The Daily Star, Oneonta, NY - otsego county news, delaware county news, oneonta news, oneonta sports

On the Bright Side

February 4, 2013

Chili Bowl brings music, food and fundraising

Chili was the main course at an Oneonta fundraiser that featured music and a quilt display Sunday afternoon.

Community Arts Network of Oneonta opened its doors at Wilber Mansion to hundreds of guests who sampled chili between noon and 4 p.m. Quilts gave a comfortable home-like setting to first-floor rooms, which reverberated with the sounds of the Wilber Mansion Jam Band during the ninth annual Chili Bowl.

“I loved it,’’ Lynn Yakubec of Franklin said. She ventured on an unplanned stop at the mansion after seeing the event advertised on a banner hanging over Main Street downtown, then stayed all afternoon because of the music.

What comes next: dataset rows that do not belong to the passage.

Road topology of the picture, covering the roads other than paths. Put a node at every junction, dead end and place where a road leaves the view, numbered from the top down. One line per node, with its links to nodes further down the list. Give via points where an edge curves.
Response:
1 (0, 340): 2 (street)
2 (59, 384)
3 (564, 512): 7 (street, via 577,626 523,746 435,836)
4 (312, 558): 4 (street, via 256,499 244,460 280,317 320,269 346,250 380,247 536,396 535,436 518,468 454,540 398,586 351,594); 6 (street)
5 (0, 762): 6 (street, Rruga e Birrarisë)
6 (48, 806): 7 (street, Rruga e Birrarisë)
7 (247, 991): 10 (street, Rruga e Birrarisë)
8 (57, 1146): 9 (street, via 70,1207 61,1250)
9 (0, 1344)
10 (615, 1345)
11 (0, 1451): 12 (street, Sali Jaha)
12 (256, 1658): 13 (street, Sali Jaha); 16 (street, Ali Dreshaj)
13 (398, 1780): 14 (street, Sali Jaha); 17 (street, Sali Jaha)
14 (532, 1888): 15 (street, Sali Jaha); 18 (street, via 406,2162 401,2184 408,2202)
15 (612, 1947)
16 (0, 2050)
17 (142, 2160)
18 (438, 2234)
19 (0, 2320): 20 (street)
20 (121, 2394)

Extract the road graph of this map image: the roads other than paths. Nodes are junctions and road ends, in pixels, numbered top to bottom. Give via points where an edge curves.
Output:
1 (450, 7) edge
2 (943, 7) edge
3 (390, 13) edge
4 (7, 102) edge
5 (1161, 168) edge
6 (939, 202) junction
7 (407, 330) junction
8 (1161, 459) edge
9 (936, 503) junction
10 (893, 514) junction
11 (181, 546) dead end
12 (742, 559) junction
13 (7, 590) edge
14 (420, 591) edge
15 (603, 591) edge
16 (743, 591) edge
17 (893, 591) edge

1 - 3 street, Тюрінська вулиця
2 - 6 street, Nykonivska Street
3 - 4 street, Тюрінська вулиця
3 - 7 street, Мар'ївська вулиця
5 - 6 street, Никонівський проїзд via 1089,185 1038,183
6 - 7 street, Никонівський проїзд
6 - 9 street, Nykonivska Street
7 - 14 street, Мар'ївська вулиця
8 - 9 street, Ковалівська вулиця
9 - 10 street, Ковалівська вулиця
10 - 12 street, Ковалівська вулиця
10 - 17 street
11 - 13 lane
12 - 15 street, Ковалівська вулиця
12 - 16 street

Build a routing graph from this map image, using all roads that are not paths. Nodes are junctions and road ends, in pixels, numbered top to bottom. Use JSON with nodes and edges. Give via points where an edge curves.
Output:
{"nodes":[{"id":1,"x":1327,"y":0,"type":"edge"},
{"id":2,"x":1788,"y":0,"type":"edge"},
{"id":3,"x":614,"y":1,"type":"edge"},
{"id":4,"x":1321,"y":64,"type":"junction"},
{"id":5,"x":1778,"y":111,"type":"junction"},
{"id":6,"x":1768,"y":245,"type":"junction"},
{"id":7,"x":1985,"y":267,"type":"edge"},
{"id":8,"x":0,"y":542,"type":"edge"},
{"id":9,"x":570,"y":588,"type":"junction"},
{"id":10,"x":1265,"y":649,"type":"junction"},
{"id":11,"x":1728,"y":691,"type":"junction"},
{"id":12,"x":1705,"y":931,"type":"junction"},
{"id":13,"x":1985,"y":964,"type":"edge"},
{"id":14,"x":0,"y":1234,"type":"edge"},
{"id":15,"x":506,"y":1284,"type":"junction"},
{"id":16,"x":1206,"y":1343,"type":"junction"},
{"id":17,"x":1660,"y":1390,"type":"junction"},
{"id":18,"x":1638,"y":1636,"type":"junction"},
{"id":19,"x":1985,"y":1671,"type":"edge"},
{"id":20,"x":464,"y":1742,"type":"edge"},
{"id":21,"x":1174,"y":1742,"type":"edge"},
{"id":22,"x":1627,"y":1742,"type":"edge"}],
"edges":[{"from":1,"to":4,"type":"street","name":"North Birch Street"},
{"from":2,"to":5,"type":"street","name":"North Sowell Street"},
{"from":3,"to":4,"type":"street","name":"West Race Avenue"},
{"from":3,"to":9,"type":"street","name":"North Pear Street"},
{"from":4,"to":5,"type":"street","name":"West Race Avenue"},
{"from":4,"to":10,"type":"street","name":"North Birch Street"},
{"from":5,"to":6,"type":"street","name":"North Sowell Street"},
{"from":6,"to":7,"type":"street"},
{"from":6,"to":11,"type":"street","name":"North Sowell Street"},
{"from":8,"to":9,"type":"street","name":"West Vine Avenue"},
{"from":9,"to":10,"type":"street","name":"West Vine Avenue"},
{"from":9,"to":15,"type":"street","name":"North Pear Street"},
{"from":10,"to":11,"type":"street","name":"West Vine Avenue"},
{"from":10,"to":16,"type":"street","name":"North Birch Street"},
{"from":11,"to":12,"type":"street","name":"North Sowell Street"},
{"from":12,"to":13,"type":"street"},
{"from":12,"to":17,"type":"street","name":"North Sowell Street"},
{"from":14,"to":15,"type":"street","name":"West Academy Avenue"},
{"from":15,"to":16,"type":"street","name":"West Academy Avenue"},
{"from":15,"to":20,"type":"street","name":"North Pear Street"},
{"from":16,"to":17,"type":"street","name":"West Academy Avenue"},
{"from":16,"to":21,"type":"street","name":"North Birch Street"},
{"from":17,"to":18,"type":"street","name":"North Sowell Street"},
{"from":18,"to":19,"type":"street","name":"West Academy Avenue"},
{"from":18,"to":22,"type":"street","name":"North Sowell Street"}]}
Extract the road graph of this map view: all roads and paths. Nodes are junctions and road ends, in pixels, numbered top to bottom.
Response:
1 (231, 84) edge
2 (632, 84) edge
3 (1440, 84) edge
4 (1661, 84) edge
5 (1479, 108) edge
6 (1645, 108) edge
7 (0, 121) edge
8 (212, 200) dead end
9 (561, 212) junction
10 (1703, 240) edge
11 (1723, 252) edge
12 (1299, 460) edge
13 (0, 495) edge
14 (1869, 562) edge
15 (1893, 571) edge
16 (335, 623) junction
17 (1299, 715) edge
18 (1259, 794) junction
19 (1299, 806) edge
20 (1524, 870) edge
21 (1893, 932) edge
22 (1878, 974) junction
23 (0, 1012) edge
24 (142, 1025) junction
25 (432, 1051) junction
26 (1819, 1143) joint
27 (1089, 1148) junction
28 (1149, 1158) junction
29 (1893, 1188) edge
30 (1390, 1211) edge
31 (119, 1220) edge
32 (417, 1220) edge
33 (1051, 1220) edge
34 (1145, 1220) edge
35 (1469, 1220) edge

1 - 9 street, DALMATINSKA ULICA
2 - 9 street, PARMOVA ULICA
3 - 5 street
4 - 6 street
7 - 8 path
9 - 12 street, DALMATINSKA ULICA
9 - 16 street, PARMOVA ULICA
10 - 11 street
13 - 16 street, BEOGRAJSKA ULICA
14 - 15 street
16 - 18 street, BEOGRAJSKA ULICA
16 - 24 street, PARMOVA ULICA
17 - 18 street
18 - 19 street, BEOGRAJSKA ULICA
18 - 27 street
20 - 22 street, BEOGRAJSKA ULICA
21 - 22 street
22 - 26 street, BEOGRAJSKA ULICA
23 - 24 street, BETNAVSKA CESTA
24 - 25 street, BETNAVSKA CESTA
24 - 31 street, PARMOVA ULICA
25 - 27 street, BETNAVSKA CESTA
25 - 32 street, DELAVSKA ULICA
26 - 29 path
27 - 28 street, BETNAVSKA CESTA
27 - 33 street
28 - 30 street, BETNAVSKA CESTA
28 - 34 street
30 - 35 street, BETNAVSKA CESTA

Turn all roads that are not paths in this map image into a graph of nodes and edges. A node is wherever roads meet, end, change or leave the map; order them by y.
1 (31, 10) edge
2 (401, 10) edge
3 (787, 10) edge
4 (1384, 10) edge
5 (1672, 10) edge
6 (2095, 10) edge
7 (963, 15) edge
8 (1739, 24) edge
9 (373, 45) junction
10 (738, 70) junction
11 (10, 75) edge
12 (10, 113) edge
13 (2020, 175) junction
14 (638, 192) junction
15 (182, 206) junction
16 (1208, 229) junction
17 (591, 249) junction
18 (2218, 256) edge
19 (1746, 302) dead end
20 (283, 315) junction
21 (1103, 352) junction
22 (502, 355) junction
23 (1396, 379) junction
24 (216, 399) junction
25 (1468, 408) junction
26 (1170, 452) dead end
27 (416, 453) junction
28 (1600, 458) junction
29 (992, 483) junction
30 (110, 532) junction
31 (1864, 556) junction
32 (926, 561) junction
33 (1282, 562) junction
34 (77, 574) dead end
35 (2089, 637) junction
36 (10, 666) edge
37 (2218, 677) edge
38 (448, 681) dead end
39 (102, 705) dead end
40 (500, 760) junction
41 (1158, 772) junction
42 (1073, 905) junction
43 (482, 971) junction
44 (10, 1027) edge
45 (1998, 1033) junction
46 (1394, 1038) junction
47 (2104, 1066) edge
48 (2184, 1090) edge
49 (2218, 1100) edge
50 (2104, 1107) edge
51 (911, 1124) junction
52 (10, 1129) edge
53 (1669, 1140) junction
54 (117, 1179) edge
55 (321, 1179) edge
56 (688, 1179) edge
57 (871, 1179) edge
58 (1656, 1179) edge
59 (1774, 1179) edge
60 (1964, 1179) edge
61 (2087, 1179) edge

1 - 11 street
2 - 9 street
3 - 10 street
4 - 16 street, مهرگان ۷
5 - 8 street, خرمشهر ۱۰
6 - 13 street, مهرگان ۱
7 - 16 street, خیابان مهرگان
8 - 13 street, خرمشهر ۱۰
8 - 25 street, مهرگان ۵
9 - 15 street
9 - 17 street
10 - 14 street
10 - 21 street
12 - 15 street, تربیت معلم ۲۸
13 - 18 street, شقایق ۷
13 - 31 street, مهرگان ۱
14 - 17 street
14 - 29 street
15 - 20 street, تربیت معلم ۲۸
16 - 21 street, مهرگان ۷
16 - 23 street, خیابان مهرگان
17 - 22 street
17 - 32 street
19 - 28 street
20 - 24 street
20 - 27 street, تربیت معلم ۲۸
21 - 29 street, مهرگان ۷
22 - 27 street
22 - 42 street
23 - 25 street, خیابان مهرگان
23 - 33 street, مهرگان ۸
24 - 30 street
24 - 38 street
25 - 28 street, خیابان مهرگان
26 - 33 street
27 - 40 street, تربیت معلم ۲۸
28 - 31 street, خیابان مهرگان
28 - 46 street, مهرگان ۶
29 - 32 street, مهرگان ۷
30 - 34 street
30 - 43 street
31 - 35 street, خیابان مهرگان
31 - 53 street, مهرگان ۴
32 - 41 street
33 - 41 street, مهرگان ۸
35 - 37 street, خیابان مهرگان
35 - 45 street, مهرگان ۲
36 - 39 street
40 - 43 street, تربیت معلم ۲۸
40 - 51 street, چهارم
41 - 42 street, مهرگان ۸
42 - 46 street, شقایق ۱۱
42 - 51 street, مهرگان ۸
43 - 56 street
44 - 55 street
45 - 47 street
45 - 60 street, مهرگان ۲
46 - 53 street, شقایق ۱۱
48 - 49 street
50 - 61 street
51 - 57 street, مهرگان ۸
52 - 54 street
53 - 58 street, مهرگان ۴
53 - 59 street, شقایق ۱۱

“The music held me here,’’ she said. “I just couldn’t leave.’’

Organizers said about 250 bowls, ranging in price from $10 to $50, were sold, and when the supply was gone, 150 cardboard bowls at $10 each were sold.

Bowl buyers were able to choose from among 19 types of chili submitted in the contest. Oneonta firefighters were the judging panel, organizers said, and the winning chili determined in a blind taste-test was made by Bob Eklund of Aramark at Hartwick College in Oneonta.

Three “People’s Choice’’ awards were given. No. 1 was a chili by B Side Ballroom and Supper Club at the Clinton Plaza in Oneonta.

The No. 2 was chili submitted by the Autumn Café in Oneonta. And Clayton Sunderland and Dan Scannell made the concoction named No. 3.

Scannell, an Oneonta resident originally from New Mexico, said he and Sunderland used top sirloin, pork, ground turkey, buffalo and bacon, seasoned with Hatch green chiles shipped overnight especially for the cooking project.

The chili took at least 30 hours to make, with meats cooked separately, he said, and the guiding principle was “let’s just try to make the best chili.’’

Hatch chiles include a family of long green peppers that range in spiciness and flavor, according to a Sept. 1 article in the Los Angeles Times, and “Hatch” refers to where the chiles are grown — the area around a town in southwestern New Mexico.